Club Atlético San Martín, mostly known as San Martín de San Juan, is an Argentine football club from the city of San Juan. The team currently plays in the Argentine Primera B Nacional, the second division of the Argentine football league system.

It was founded on 27 September 1907 and is considered the best club of the San Juan Province.

History
Before 2015, San Martín had only played four seasons in the Argentine top flight. Its first appearance was in the 1970 Nacional championship, finishing bottom of the group after winning only four of 20 games. It again played in the Argentine First Division in the 2007–08 season, being relegated immediately the next season. The squad gained the promotion to the first division for the third time during the 2010–11 season, after beating Gimnasia y Esgrima (LP) 1–0 and later 1–1 on aggregate in the play-off for the second automatic promotion place. The team was relegated during the 2013 Torneo Final.

The team were promoted to the first division in 2014, after finishing 2nd place in the league table.
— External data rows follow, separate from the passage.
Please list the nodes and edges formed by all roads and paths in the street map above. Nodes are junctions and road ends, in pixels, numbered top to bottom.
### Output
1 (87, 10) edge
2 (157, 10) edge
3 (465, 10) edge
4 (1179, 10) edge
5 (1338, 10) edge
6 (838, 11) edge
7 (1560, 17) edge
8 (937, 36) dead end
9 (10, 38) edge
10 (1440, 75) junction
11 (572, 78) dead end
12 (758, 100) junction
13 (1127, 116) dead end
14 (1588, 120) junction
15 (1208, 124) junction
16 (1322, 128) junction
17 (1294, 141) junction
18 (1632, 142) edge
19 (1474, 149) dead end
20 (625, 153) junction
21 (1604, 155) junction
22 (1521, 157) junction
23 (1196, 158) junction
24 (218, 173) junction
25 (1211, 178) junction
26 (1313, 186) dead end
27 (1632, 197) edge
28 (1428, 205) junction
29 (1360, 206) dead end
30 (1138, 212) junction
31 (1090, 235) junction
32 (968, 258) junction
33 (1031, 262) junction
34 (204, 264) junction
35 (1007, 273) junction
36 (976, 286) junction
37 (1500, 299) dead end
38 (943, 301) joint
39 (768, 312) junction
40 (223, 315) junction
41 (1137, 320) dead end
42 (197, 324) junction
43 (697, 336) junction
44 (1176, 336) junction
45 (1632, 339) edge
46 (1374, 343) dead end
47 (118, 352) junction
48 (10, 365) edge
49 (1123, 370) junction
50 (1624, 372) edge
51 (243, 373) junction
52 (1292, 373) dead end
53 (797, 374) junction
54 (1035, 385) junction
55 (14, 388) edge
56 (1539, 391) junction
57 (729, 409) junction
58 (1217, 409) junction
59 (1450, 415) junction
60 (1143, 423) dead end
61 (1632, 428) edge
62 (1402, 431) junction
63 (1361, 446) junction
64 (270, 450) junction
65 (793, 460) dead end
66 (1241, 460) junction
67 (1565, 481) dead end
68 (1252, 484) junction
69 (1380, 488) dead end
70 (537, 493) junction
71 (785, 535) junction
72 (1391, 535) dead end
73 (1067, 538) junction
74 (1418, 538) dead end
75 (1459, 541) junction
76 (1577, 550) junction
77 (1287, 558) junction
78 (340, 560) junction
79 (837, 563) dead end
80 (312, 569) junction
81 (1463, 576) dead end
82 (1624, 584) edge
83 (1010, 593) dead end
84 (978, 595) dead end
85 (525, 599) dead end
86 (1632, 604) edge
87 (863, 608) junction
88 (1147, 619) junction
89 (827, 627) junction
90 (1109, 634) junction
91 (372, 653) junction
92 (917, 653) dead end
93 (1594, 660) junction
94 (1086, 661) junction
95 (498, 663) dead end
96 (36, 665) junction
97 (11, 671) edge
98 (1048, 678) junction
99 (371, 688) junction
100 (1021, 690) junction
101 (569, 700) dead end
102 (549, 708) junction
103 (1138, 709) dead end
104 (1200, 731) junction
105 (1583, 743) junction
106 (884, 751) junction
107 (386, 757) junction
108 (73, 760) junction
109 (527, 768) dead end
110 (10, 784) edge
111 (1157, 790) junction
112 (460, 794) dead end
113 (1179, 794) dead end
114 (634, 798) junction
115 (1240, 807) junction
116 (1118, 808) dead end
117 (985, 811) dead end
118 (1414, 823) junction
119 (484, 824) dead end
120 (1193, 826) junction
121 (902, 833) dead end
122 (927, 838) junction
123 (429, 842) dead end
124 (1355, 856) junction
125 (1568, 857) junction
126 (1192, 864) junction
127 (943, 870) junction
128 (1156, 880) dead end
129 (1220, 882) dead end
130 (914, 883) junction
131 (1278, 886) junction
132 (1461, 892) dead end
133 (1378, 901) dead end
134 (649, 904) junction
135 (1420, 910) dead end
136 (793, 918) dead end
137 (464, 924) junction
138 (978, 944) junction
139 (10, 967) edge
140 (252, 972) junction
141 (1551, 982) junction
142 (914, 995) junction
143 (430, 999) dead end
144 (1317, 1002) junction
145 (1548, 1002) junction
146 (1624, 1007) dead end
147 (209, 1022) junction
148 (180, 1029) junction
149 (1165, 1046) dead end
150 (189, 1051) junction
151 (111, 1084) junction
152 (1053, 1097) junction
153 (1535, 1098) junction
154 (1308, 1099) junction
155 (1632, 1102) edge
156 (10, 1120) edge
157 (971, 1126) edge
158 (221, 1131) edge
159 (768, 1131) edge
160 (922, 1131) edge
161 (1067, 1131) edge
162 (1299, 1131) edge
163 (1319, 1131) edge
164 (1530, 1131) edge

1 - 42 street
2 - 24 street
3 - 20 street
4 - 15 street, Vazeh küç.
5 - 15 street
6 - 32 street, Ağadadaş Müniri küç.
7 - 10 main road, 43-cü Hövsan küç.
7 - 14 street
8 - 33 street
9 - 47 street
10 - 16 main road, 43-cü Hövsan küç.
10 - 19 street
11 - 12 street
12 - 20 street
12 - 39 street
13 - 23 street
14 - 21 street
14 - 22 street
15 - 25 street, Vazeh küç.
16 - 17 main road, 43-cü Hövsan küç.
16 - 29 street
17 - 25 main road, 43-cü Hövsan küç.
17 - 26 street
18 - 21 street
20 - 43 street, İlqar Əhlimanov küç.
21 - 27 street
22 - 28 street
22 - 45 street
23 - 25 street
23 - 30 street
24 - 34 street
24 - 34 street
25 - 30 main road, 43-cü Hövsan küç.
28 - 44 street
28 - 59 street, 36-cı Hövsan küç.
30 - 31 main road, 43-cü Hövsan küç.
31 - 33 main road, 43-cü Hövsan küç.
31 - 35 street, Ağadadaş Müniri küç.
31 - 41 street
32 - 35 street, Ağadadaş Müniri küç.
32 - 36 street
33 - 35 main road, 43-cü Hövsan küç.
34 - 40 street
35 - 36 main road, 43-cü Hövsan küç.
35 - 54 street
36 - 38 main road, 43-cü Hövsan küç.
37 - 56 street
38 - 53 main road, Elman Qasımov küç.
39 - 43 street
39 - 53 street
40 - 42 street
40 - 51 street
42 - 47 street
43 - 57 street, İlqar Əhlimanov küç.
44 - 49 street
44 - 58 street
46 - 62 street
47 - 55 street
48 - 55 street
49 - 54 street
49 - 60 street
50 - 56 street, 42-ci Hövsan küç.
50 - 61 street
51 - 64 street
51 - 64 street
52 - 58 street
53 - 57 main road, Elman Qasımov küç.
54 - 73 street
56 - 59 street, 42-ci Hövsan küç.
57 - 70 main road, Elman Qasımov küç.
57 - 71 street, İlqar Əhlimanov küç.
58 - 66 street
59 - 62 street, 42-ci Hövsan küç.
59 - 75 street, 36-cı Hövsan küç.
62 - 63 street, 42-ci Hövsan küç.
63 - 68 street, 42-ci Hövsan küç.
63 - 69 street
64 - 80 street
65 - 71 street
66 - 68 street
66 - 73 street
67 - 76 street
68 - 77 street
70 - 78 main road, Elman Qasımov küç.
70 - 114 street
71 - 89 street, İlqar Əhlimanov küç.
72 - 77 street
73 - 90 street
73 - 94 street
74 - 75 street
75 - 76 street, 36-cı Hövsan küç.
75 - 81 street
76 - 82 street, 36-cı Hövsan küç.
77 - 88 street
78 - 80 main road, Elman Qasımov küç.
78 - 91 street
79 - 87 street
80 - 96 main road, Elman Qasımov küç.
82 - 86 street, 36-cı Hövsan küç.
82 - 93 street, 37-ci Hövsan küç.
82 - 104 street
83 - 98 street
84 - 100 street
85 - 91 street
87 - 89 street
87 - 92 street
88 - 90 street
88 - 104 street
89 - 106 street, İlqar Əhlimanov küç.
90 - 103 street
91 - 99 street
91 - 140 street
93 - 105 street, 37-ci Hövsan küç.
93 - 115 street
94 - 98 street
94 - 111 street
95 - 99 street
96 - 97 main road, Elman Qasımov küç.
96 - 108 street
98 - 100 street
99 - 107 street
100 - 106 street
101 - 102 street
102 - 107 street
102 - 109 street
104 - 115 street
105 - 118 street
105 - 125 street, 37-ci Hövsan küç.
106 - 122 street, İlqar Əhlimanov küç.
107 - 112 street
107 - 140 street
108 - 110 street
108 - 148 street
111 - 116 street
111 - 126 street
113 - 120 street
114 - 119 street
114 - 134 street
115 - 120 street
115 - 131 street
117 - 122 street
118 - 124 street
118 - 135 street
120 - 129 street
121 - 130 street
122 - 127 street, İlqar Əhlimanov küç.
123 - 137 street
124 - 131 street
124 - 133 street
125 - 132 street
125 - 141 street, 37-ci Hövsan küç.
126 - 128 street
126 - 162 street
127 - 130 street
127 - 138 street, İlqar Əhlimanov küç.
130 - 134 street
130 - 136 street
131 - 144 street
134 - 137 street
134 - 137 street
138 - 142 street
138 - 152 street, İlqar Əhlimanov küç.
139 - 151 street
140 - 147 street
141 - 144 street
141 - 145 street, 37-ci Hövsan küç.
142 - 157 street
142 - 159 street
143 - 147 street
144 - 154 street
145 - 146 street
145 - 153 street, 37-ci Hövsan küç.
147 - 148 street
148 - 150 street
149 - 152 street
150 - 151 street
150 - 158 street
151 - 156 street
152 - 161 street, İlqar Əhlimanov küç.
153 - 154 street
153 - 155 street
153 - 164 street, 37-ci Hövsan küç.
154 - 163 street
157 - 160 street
They secured their promotion on the final match-day, when they beat Ferro Carril Oeste 3-0. 

San Martín played in the Argentine First Division from 2015 to 2019. The tournament was expanded to include 30 teams in 2015. It avoided relegation by placing 17th in the 2015 season, 13th in the 2016 season, 22nd in the 2016–17 season, and 18th in the 2017–18 season The team were relegated in the 2018–19 season. Although they finished 21st out of 26, they finished 24th in the average league table for coefficients, meaning they were relegated. 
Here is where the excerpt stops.